In order to distinguish between circulating versus neuronal factors activating adrenal hypertrophy and catecholamine synthesis, adrenal glands were unilaterally denervated from the preganglionic cholinergic nerves. Previous studies in dogs have demonstrated that bilateral adrenal denervation greatly reduced cardiac remodeling and dysfunction after cardiac pressure overload [43]. In order to avoid potential problems with adrenal cortical function after bilateral adrenal denervation, the present study was not designed to further document the effects of adrenal medulla catecholamines on cardiac remodeling. However, we chose the unilateral adrenal denervation to determine the effect of cardiac pressure overload on one adrenal with intact sympathetic innervation and one adrenal with disrupted innervation in the same animal. Interestingly, unilateral adrenal denervation prevented adrenal hypertrophy, Grk2 upregulation and increased expression of Pnmt and associated catecholamine storage.

Urine epinephrine levels indicate that the remaining innervated adrenal gland functionally replaces the denervation of one adrenal in sham-operated animals, but fails to elevate epinephrine levels further in response to cardiac pressure overload.

In vitro experiments confirmed the central role of acetylcholine released from preganglionic sympathetic nerves for the induction of Pnmt and Grk2 via a nicotinic acetylcholine—Ca2+/calmodulin dependent pathway. The relevance of the Pnmt regulation is supported by experiments showing that epinephrine content of the adrenal gland is modulated by this pathway in vitro. The anticipated hypertrophic effect elicited by induction of Grk2 expression was not observed after in vitro stimulation with acetylcholine. Maybe the onset of the hypertrophic effect is too slow to be detectable after 24 h, but at least in vivo only 1 week of cardiac pressure overload induced adrenal hypertrophy. This discrepancy may suggest the implication of additional hypertrophic pathways.

The main class of nicotinic receptors in chromaffin cells consists of α3- and β4-subunits [37]. Their effect is to increase the permeability of sodium, potassium and calcium ions upon activation by acetylcholine. Expression of α3β4-nicotinic receptors has been shown to increase after chronic stimulation with agonists [37]. In the present study, mRNA levels of the β4-nicotinic receptor subunit in chromaffin cells were twofold elevated after TAC as compared with sham-operated mice. Thus, a positive feedback loop activated by acetylcholine may facilitate further intracellular signaling events in chromaffin cells.

Activation of nicotinic receptors is able to modulate the expression of genes within minutes [20]. The regulation of Pnmt expression by calcium has been shown in bovine chromaffin cell culture after stimulation with angiotensin II [38]. Pnmt expression was increased after treatment with calcium ionophores and could be inhibited by nifedipine. This suggested a dependency on calcium. Enhanced Pnmt expression by angiotensin II stimulation could be inhibited by calmidazolium. Calmidazolium was also used in our study and was able to inhibit enhanced Pnmt expression following acetylcholine stimulation. Our findings are consistent with several reports, demonstrating an involvement of nicotinic receptors in vivo and in vitro in Pnmt regulation [14, 44, 45]. Antagonists of nicotinic receptors prevented an increase of Pnmt expression in bovine chromaffin cell culture [14].

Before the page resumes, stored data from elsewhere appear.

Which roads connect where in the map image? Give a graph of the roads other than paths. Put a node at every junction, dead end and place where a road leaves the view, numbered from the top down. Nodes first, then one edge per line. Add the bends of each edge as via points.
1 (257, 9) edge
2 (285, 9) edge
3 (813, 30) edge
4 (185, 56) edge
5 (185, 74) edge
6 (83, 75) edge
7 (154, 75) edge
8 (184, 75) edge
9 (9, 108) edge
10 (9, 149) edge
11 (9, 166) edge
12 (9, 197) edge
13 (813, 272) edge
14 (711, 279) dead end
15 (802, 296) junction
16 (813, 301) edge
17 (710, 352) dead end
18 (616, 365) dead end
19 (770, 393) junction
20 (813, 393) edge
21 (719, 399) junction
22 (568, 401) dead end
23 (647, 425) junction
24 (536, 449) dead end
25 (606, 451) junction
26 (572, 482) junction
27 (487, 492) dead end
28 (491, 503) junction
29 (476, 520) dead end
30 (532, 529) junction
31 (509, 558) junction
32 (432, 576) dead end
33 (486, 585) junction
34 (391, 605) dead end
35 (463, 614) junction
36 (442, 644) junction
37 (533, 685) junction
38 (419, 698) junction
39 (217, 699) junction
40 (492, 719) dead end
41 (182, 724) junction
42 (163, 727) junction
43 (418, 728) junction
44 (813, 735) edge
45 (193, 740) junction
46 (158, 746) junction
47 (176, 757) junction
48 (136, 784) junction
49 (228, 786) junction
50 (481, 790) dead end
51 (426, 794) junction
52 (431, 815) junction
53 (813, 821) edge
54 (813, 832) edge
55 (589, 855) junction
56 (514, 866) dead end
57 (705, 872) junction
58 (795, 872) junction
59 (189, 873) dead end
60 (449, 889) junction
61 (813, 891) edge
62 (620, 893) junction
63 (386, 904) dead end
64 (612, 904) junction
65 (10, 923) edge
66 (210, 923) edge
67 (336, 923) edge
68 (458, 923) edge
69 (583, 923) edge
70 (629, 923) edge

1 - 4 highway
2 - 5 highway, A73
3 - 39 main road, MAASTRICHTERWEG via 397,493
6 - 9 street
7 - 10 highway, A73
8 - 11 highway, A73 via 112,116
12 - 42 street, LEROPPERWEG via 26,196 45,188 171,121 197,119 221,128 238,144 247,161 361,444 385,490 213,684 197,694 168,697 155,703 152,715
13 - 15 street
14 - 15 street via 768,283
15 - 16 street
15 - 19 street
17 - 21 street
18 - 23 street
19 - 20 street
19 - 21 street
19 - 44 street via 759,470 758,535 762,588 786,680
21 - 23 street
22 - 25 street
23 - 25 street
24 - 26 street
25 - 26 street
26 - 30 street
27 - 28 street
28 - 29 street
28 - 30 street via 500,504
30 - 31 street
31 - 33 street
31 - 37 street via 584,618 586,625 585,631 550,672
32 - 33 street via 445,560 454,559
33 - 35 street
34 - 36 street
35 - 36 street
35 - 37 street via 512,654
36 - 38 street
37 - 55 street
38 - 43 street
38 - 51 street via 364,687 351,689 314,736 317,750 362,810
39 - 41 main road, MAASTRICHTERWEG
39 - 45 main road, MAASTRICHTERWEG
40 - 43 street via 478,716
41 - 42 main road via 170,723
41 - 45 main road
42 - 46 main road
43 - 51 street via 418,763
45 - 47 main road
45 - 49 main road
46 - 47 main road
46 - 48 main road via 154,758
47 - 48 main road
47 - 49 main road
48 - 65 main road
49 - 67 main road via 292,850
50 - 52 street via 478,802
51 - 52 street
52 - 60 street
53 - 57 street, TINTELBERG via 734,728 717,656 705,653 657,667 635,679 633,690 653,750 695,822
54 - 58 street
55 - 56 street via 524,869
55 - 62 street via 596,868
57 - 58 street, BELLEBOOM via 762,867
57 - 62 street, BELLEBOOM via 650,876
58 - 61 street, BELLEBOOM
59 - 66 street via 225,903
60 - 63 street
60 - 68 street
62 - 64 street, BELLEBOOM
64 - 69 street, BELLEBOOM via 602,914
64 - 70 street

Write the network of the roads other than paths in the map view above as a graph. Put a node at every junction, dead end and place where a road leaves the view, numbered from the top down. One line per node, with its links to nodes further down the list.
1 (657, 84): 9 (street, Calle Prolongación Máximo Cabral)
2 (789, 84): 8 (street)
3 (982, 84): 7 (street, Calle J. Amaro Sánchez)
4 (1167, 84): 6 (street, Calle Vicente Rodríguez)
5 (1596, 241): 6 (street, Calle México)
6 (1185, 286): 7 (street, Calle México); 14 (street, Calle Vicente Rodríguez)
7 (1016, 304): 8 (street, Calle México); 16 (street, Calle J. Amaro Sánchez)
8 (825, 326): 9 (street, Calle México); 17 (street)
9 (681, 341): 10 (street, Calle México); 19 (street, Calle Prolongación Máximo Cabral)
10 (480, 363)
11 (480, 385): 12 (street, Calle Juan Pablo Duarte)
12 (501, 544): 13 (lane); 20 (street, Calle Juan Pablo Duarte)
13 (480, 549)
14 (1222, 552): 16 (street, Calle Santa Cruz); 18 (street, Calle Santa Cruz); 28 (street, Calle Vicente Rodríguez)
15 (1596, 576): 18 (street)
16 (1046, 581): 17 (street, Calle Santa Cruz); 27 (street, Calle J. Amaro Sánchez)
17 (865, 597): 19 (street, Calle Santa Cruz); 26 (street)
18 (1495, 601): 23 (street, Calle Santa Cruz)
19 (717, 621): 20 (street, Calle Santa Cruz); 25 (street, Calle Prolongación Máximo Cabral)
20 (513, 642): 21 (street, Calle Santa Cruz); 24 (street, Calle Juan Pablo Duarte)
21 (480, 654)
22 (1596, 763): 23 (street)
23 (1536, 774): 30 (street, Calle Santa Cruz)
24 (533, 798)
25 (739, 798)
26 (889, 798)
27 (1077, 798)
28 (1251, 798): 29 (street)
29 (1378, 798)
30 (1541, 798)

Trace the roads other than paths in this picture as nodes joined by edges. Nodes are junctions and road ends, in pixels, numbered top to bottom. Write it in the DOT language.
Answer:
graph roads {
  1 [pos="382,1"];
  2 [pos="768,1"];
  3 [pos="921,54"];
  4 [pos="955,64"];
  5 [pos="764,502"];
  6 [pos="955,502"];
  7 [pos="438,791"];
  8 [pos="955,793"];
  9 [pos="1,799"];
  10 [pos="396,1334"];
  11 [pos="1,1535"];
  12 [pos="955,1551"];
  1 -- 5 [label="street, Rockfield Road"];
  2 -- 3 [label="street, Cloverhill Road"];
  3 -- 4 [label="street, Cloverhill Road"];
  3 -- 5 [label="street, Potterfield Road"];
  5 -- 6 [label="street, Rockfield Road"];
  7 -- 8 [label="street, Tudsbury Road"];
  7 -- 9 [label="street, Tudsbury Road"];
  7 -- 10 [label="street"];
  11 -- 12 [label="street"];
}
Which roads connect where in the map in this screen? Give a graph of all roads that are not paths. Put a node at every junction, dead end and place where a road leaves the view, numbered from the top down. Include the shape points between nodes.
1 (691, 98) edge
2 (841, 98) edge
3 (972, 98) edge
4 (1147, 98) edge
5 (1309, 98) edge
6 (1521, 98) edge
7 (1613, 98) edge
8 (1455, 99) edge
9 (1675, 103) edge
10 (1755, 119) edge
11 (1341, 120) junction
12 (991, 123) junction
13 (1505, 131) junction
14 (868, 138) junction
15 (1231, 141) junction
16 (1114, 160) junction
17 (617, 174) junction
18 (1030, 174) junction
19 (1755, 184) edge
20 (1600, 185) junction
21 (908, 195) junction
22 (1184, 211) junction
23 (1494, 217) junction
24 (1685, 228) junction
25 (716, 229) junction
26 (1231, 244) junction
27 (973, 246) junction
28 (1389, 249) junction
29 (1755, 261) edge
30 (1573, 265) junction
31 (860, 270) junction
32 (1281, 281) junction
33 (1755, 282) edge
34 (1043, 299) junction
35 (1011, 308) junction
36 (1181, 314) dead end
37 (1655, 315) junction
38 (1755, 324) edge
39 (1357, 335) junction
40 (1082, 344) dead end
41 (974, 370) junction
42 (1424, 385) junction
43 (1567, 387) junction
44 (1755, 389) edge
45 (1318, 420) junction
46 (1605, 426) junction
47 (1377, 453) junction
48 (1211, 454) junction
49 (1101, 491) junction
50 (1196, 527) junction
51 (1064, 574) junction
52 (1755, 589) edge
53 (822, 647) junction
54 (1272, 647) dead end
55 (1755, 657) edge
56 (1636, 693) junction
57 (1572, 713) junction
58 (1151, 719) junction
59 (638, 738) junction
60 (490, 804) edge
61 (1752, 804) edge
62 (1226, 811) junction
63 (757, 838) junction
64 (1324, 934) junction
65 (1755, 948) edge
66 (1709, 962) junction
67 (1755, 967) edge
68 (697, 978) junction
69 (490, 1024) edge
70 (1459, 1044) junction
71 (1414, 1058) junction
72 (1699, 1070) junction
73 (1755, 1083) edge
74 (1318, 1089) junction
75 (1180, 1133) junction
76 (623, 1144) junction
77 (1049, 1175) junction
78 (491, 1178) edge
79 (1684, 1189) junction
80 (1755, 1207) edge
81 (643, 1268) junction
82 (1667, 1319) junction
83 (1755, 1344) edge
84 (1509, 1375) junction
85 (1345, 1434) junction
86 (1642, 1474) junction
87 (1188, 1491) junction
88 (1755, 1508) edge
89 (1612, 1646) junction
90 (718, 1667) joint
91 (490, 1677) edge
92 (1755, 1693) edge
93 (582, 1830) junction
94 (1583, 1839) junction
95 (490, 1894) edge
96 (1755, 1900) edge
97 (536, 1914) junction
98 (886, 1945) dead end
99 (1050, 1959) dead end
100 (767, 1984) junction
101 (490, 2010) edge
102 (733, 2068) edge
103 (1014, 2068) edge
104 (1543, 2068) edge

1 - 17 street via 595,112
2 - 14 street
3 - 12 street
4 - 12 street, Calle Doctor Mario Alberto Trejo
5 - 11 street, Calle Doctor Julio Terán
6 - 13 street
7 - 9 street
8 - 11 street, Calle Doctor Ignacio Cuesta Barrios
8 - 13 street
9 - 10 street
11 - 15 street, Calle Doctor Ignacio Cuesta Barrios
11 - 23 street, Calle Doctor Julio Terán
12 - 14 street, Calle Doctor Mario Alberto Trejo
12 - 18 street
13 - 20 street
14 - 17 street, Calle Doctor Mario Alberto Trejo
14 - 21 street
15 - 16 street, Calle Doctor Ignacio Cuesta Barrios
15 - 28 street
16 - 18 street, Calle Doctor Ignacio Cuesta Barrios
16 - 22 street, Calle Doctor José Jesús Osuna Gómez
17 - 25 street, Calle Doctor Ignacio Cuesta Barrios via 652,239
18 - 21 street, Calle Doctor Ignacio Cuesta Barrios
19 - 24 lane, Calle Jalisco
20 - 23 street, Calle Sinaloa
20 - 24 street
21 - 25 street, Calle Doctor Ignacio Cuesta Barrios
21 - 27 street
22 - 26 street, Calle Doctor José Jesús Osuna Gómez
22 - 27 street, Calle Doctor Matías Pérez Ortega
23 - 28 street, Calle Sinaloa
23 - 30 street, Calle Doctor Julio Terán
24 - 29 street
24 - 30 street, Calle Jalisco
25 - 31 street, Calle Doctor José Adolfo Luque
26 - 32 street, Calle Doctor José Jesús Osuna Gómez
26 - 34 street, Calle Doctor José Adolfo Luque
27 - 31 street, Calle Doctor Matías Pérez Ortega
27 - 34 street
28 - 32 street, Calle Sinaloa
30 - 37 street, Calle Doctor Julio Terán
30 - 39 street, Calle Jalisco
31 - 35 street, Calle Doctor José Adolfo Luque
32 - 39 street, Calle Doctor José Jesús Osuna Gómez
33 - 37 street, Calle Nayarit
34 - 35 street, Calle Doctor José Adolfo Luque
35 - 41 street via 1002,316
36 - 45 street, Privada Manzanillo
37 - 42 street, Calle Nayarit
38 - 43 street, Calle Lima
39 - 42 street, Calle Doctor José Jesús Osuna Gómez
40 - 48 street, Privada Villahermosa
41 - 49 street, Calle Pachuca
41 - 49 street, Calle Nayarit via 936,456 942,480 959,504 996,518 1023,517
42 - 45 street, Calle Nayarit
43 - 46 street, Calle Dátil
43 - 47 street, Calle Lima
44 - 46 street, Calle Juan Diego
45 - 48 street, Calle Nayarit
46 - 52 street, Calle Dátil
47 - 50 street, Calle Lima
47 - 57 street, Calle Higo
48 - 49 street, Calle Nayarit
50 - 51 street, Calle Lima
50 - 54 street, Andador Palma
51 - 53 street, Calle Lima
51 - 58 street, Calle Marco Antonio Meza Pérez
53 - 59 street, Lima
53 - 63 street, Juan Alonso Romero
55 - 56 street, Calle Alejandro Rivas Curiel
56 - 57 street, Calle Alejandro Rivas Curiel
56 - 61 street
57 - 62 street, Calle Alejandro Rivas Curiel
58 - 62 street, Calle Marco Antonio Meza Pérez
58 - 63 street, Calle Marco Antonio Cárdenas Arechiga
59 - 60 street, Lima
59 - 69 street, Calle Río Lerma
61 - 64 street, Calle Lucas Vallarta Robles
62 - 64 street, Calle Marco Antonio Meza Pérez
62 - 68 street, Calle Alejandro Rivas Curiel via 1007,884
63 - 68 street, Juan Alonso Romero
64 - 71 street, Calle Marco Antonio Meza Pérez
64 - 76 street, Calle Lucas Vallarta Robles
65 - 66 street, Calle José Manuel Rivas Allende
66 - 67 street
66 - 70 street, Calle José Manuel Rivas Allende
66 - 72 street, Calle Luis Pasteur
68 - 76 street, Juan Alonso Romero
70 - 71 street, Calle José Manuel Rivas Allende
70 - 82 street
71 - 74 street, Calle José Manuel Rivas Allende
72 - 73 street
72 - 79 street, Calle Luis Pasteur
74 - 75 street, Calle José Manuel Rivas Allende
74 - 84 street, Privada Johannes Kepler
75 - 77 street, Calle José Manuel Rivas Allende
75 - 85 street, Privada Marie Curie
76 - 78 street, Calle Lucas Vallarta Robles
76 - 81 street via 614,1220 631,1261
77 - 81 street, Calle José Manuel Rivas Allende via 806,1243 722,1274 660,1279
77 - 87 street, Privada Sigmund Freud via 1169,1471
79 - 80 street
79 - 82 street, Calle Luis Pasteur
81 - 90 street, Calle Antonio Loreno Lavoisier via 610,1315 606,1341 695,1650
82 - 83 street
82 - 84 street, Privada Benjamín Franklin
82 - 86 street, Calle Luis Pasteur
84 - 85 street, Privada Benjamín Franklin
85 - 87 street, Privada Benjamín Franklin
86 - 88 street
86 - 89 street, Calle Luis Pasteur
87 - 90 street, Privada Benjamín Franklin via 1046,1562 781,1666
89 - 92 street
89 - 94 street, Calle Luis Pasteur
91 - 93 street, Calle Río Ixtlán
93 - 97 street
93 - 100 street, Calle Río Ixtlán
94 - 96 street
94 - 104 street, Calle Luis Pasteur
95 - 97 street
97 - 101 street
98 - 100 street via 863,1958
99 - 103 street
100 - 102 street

In conclusion, the present study demonstrates that activation of preganglionic sympathetic nerves innervating the adrenal medulla plays an essential role in induction of adrenal hypertrophy, enhanced catecholamine synthesis and induction of Grk2 expression, which is thought to desensitize feedback control of catecholamine release in chromaffin cells. Future studies are required to unravel the precise molecular mechanisms of adrenal medulla hypertrophy and the interplay between nicotinic receptors, Grk2 and α2C-adrenoceptors in chromaffin cells. Uncovering the role of these target proteins in the adrenal medulla may not only lead to novel therapeutic strategies to halt progression of heart failure but also to prevent adverse adrenal effects of chronic stress.